La liberté est bien présentée comme cause de l'angoisse, par Kierkegaard, en ceci qu'elle ne reposerait que sur un pur possible, un "rien" présageant quand-même la réalité de l'esprit à venir. Ceci ne se comprend que si l'on définit la liberté comme immédiateté de la loi, mais la loi d'abord de l'Autre passant dans le sujet, et donc la liberté de l'Autre passant également dans le sujet : ce don de liberté définit la grâce en tant que le sujet la fait sienne effectivement, sous la forme de ce pur possible devant lequel il ne peut qu'éprouver l'angoisse. Pourquoi ? Parce que la première manifestation de cette liberté sera de se fuir elle-même, et parce qu'il faudra assumer devant l'Autre ce "péché" comme trahison au regard de la liberté, et au regard du don de l'Autre.

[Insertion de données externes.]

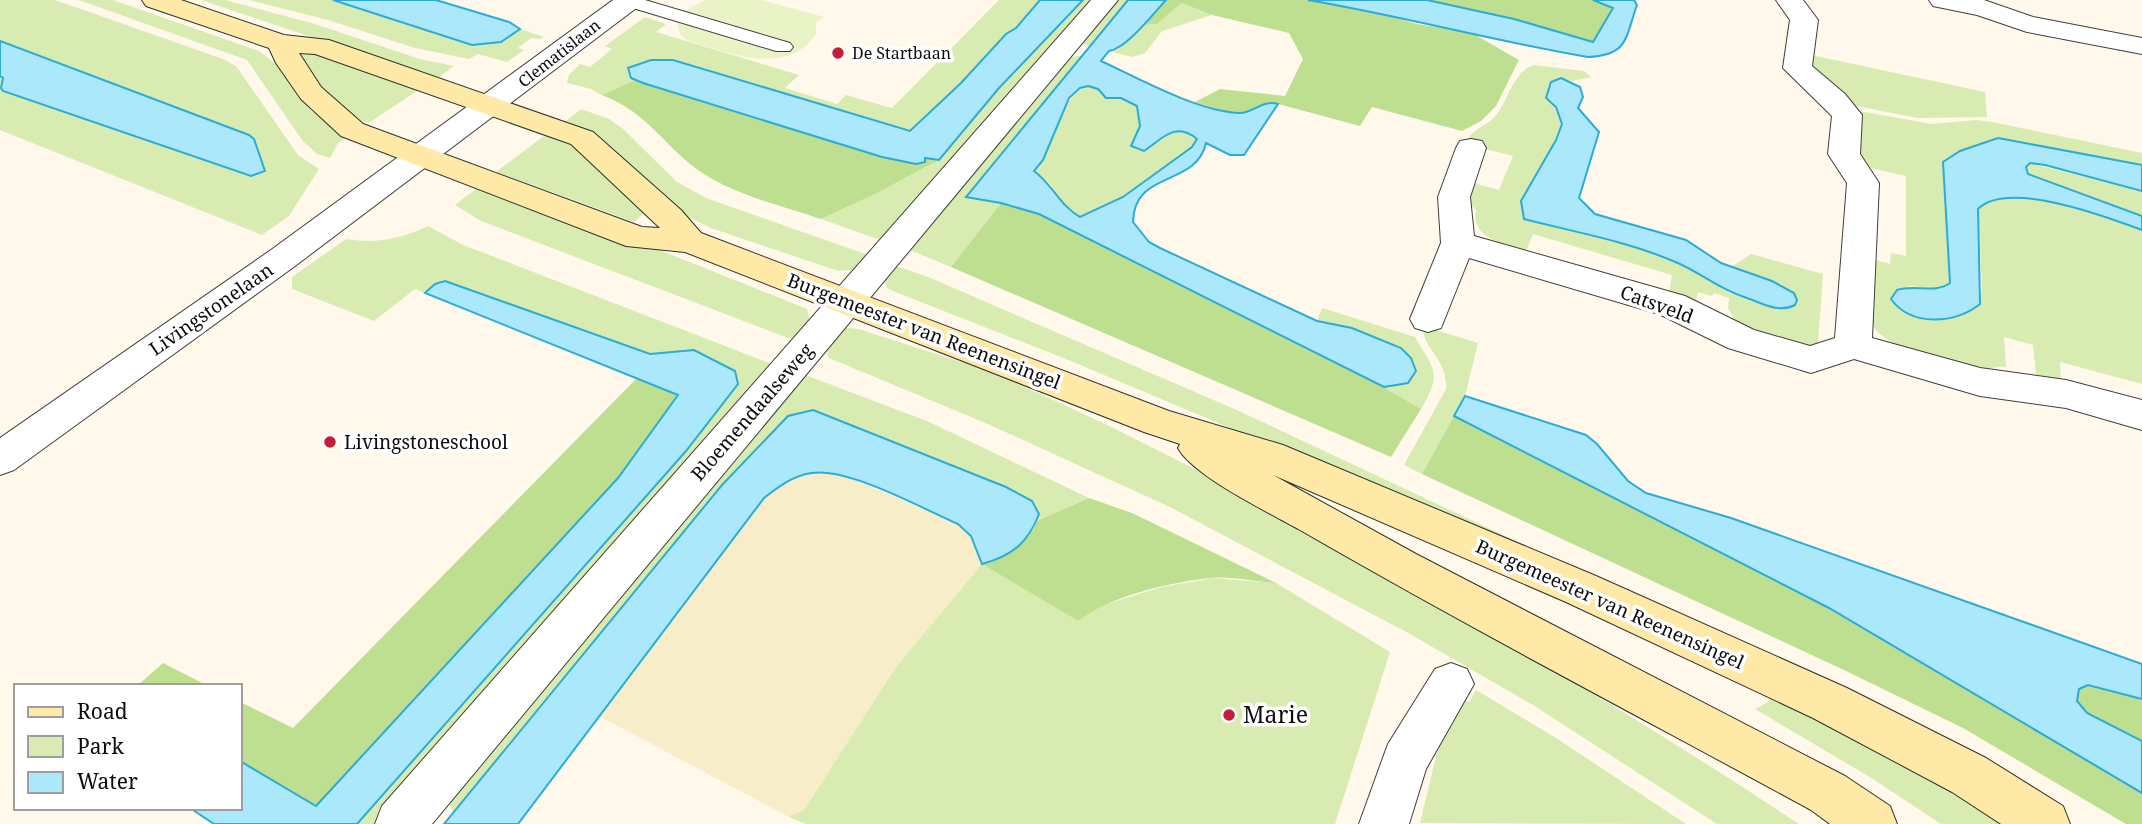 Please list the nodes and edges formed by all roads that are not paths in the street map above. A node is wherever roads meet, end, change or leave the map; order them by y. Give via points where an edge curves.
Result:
1 (155, 0) edge
2 (629, 0) edge
3 (1105, 0) edge
4 (1789, 0) edge
5 (1942, 0) edge
6 (281, 43) junction
7 (783, 47) dead end
8 (2142, 47) edge
9 (490, 106) junction
10 (1471, 148) dead end
11 (420, 155) junction
12 (689, 241) junction
13 (1458, 243) junction
14 (847, 302) junction
15 (1428, 319) dead end
16 (1853, 346) junction
17 (2142, 415) edge
18 (1158, 422) junction
19 (0, 459) edge
20 (1451, 684) dead end
21 (400, 824) edge
22 (1384, 824) edge
23 (1872, 824) edge
24 (2045, 824) edge

1 - 6 main road, Burgemeester van Reenensingel
2 - 7 lane, Clematislaan
2 - 9 street, Clematislaan
3 - 14 street, Bloemendaalseweg
4 - 16 street via 1804,20 1797,68 1846,115 1844,154 1863,183
5 - 8 street via 1984,8 2027,24
6 - 9 main road, Burgemeester van Reenensingel via 319,46
6 - 11 main road, Burgemeester van Reenensingel via 311,93 337,118 352,130
9 - 11 street, Clematislaan
9 - 12 main road, Burgemeester van Reenensingel via 582,138
10 - 13 street via 1454,197
11 - 12 main road, Burgemeester van Reenensingel via 638,238
11 - 19 street, Livingstonelaan
12 - 14 main road, Burgemeester van Reenensingel
13 - 15 street
13 - 16 street, Catsveld via 1672,305 1741,339 1811,360
14 - 18 main road, Burgemeester van Reenensingel
14 - 21 street, Bloemendaalseweg
16 - 17 street via 1980,382 2066,394
18 - 23 main road, Burgemeester van Reenensingel via 1244,478 1401,567 1828,793
18 - 24 main road, Burgemeester van Reenensingel via 1269,456 1581,589 1830,703 1969,775
20 - 22 street via 1405,760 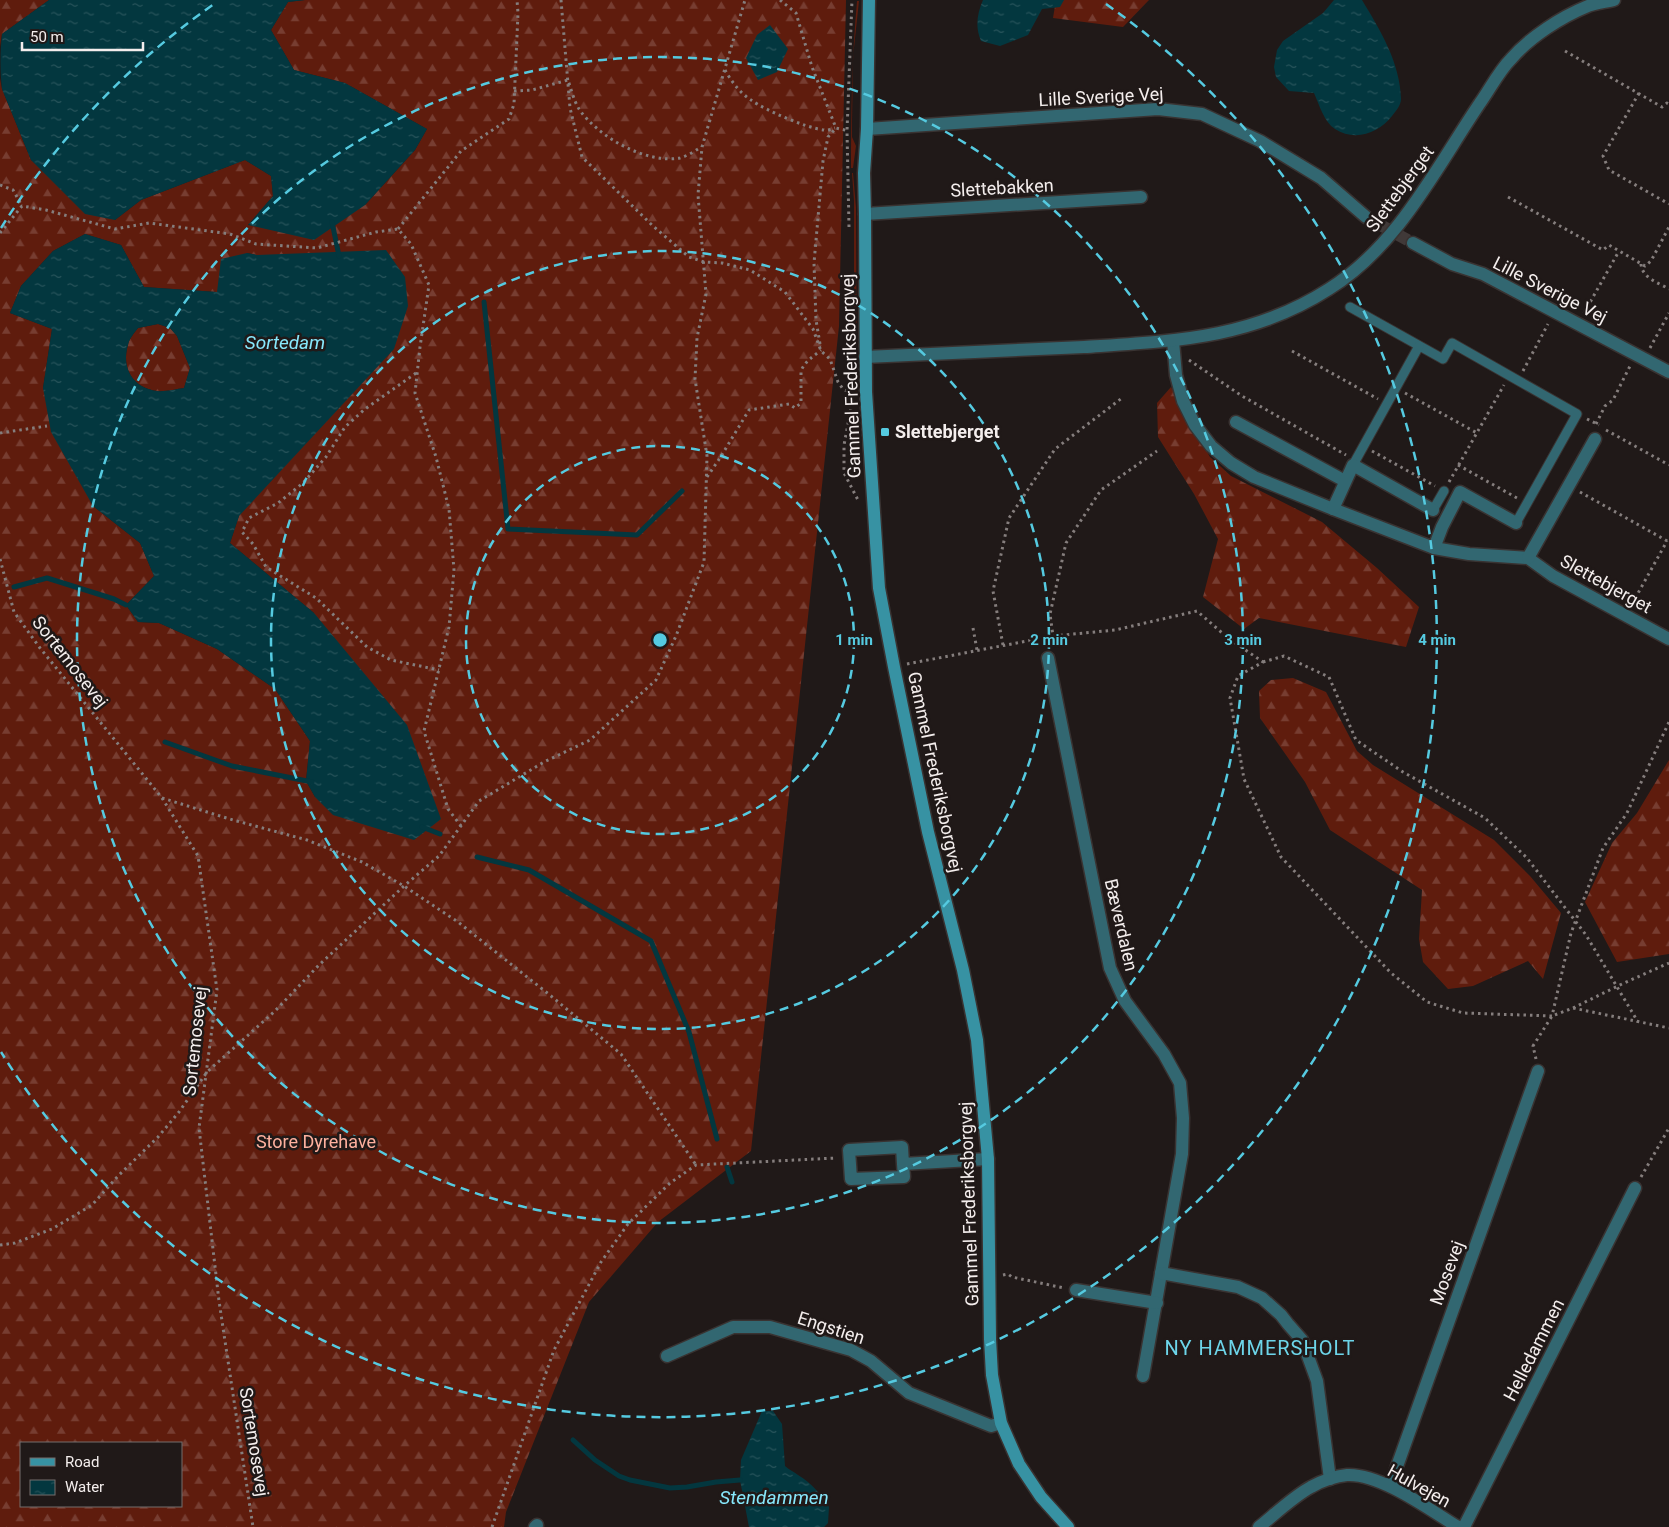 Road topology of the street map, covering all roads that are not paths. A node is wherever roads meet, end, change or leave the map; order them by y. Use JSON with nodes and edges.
{"nodes":[{"id":1,"x":869,"y":0,"type":"edge"},
{"id":2,"x":1614,"y":0,"type":"edge"},
{"id":3,"x":867,"y":129,"type":"junction"},
{"id":4,"x":1141,"y":197,"type":"dead end"},
{"id":5,"x":865,"y":214,"type":"junction"},
{"id":6,"x":1366,"y":217,"type":"tunnel mouth"},
{"id":7,"x":1413,"y":243,"type":"tunnel mouth"},
{"id":8,"x":1350,"y":307,"type":"dead end"},
{"id":9,"x":1173,"y":341,"type":"junction"},
{"id":10,"x":1420,"y":346,"type":"junction"},
{"id":11,"x":865,"y":357,"type":"junction"},
{"id":12,"x":1669,"y":372,"type":"edge"},
{"id":13,"x":1236,"y":422,"type":"dead end"},
{"id":14,"x":1595,"y":439,"type":"dead end"},
{"id":15,"x":1354,"y":462,"type":"junction"},
{"id":16,"x":1345,"y":481,"type":"junction"},
{"id":17,"x":1444,"y":491,"type":"road end"},
{"id":18,"x":1333,"y":509,"type":"junction"},
{"id":19,"x":1433,"y":510,"type":"joint"},
{"id":20,"x":1516,"y":523,"type":"joint"},
{"id":21,"x":1434,"y":548,"type":"junction"},
{"id":22,"x":1528,"y":558,"type":"junction"},
{"id":23,"x":1669,"y":639,"type":"edge"},
{"id":24,"x":1048,"y":658,"type":"road end"},
{"id":25,"x":1538,"y":1071,"type":"road end"},
{"id":26,"x":988,"y":1159,"type":"junction"},
{"id":27,"x":903,"y":1164,"type":"junction"},
{"id":28,"x":1635,"y":1188,"type":"road end"},
{"id":29,"x":1162,"y":1273,"type":"junction"},
{"id":30,"x":1076,"y":1290,"type":"road end"},
{"id":31,"x":1157,"y":1303,"type":"junction"},
{"id":32,"x":667,"y":1356,"type":"dead end"},
{"id":33,"x":1144,"y":1376,"type":"dead end"},
{"id":34,"x":1001,"y":1423,"type":"junction"},
{"id":35,"x":1330,"y":1479,"type":"junction"},
{"id":36,"x":1390,"y":1486,"type":"junction"},
{"id":37,"x":1068,"y":1527,"type":"edge"},
{"id":38,"x":1259,"y":1527,"type":"edge"},
{"id":39,"x":1458,"y":1527,"type":"edge"},
{"id":40,"x":1464,"y":1527,"type":"edge"}],
"edges":[{"from":1,"to":3,"type":"street","name":"Gammel Frederiksborgvej"},
{"from":2,"to":9,"type":"street","name":"Slettebjerget"},
{"from":3,"to":5,"type":"street","name":"Gammel Frederiksborgvej"},
{"from":3,"to":6,"type":"street","name":"Lille Sverige Vej"},
{"from":4,"to":5,"type":"street","name":"Slettebakken"},
{"from":5,"to":11,"type":"street","name":"Gammel Frederiksborgvej"},
{"from":7,"to":12,"type":"street","name":"Lille Sverige Vej"},
{"from":8,"to":10,"type":"lane"},
{"from":9,"to":11,"type":"street","name":"Slettebjerget"},
{"from":9,"to":18,"type":"street"},
{"from":10,"to":15,"type":"lane"},
{"from":10,"to":20,"type":"lane"},
{"from":11,"to":26,"type":"street","name":"Gammel Frederiksborgvej"},
{"from":13,"to":16,"type":"street"},
{"from":14,"to":22,"type":"street"},
{"from":15,"to":16,"type":"street"},
{"from":15,"to":19,"type":"street"},
{"from":16,"to":18,"type":"street"},
{"from":17,"to":19,"type":"lane"},
{"from":18,"to":21,"type":"street"},
{"from":20,"to":21,"type":"street"},
{"from":21,"to":22,"type":"street"},
{"from":22,"to":23,"type":"street","name":"Slettebjerget"},
{"from":24,"to":29,"type":"street","name":"Bæverdalen"},
{"from":25,"to":36,"type":"street","name":"Mosevej"},
{"from":26,"to":27,"type":"street"},
{"from":26,"to":34,"type":"street","name":"Gammel Frederiksborgvej"},
{"from":27,"to":27,"type":"street"},
{"from":28,"to":40,"type":"street","name":"Helledammen"},
{"from":29,"to":31,"type":"street","name":"Bæverdalen"},
{"from":29,"to":35,"type":"street"},
{"from":30,"to":31,"type":"street"},
{"from":31,"to":33,"type":"street","name":"Bæverdalen"},
{"from":32,"to":34,"type":"street","name":"Engstien"},
{"from":34,"to":37,"type":"street","name":"Gammel Frederiksborgvej"},
{"from":35,"to":36,"type":"street","name":"Hulvejen"},
{"from":35,"to":38,"type":"street","name":"Hulvejen"},
{"from":36,"to":39,"type":"street","name":"Hulvejen"}]} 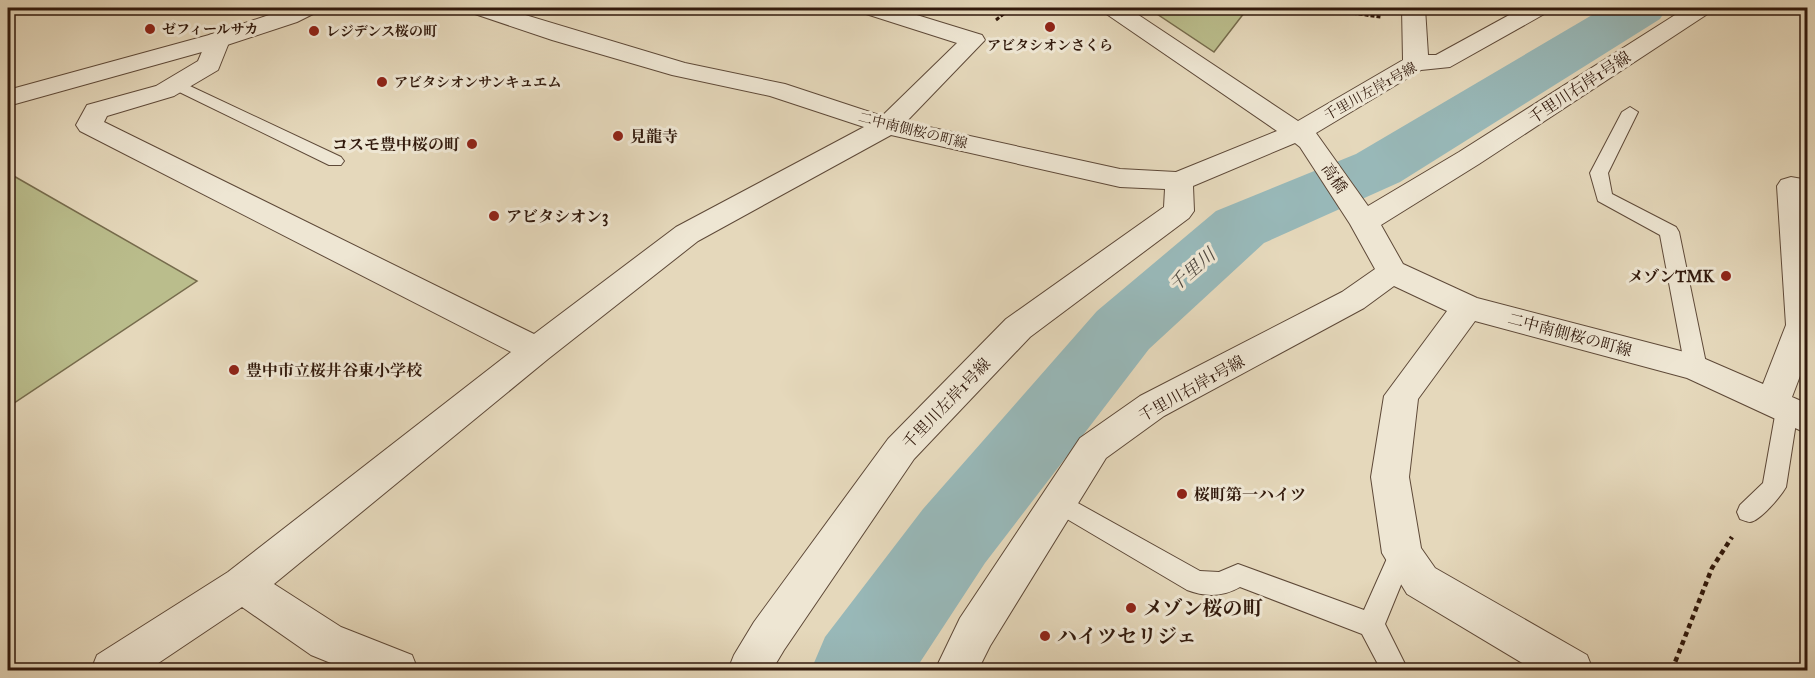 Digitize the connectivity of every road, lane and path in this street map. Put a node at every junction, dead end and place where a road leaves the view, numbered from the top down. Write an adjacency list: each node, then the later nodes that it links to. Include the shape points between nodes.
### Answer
1 (307, 8): 9 (street)
2 (871, 8): 14 (street, via 973,40)
3 (1113, 8): 15 (street)
4 (1311, 8): 8 (path)
5 (1538, 8): 10 (street, 千里川左岸1号線, via 1441,62)
6 (1701, 8): 19 (street, 千里川右岸1号線, via 1469,158)
7 (498, 10): 14 (street, 二中南側桜の町線, via 561,35 681,70 776,88)
8 (1414, 14): 10 (street)
9 (218, 40): 11 (street, via 209,65); 12 (street)
10 (1416, 63): 15 (street, 千里川左岸1号線)
11 (175, 84): 16 (lane); 23 (street, via 165,91 96,111 89,125)
12 (8, 98)
13 (1630, 112): 24 (lane, via 1599,173 1604,197 1669,232)
14 (887, 126): 17 (street, 二中南側桜の町線, via 1120,178); 23 (street, via 687,234)
15 (1304, 136): 17 (street, 二中南側桜の町線); 19 (street, 高橋)
16 (335, 161)
17 (1179, 181): 33 (street, 千里川左岸1号線, via 1179,211 1018,328 901,449)
18 (1808, 189): 20 (street, via 1791,186)
19 (1362, 219): 21 (street)
20 (1801, 238): 25 (street, via 1802,325)
21 (1392, 272): 22 (street, 二中南側桜の町線); 26 (street, 千里川右岸1号線, via 1353,300 1144,412 1093,448)
22 (1468, 307): 24 (street, 二中南側桜の町線); 28 (street, via 1401,396 1390,477)
23 (536, 350): 29 (street)
24 (1696, 368): 25 (street, 二中南側桜の町線)
25 (1789, 411): 27 (lane, via 1774,487)
26 (1058, 502): 30 (lane, via 1196,582 1222,584 1238,575); 34 (street, 千里川右岸1号線, via 975,632)
27 (1749, 512): 37 (path, via 1712,568)
28 (1402, 553): 30 (lane); 36 (street, via 1422,581)
29 (242, 585): 31 (street); 32 (street, via 326,641)
30 (1371, 625): 35 (lane)
31 (112, 670)
32 (397, 670)
33 (748, 670)
34 (956, 670)
35 (1395, 670)
36 (1572, 670)
37 (1672, 670)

"Ce qui cause l’angoisse, pour Kierkegaard, c’est le rien (la finitude) de l’esprit. C’est un simple possible, non réalisé. Mais là, Kierkegaard le dit lui-même, le simple possible est déjà un réel, il est la réalité de la liberté. Pourquoi ? Si le simple possible de la liberté est déjà son réel, c’est parce qu’un tel possible est la liberté en tant qu’elle vient de l’Autre, en tant qu’elle est encore d’une certaine manière celle de l’Autre, et en tant que, cependant, le fini l’a déjà faite sienne. Parce qu’un tel possible est la liberté comme grâce, donnée par l’Autre et reçue de l’Autre. La grâce est ouverture d’un possible. Ouverture qui est déjà acte, acte réel, imprévisible, à la fois de l’Autre et du fini. Ouverture qui est déjà liberté."
JURANVILLE, 2000, ALTER

ANGOISSE, Liberté, Création, Autre

Même si c'est la création (autonomie et vérité) qui donne sa vérité ultime à l'angoisse, puisque justement elle mène à poser objectivement l'autonomie dans l'oeuvre, c'est bien la liberté qui est la cause directe de l'angoisse. Car ce qui est en jeu, derrière la décision de s'engager dans l'oeuvre, c'est d'abord la liberté de l'Autre en tant qu'elle doit être reconnue puis établie objectivement, puisque créer revient finalement à se soumettre, librement, à cet Autre que l'on a créé. Dans ce processus la création n'est plus que le résultat ou la conséquence de l'angoisse, tandis que la liberté - ou ce transfert de liberté à l'Autre - en est la cause réelle.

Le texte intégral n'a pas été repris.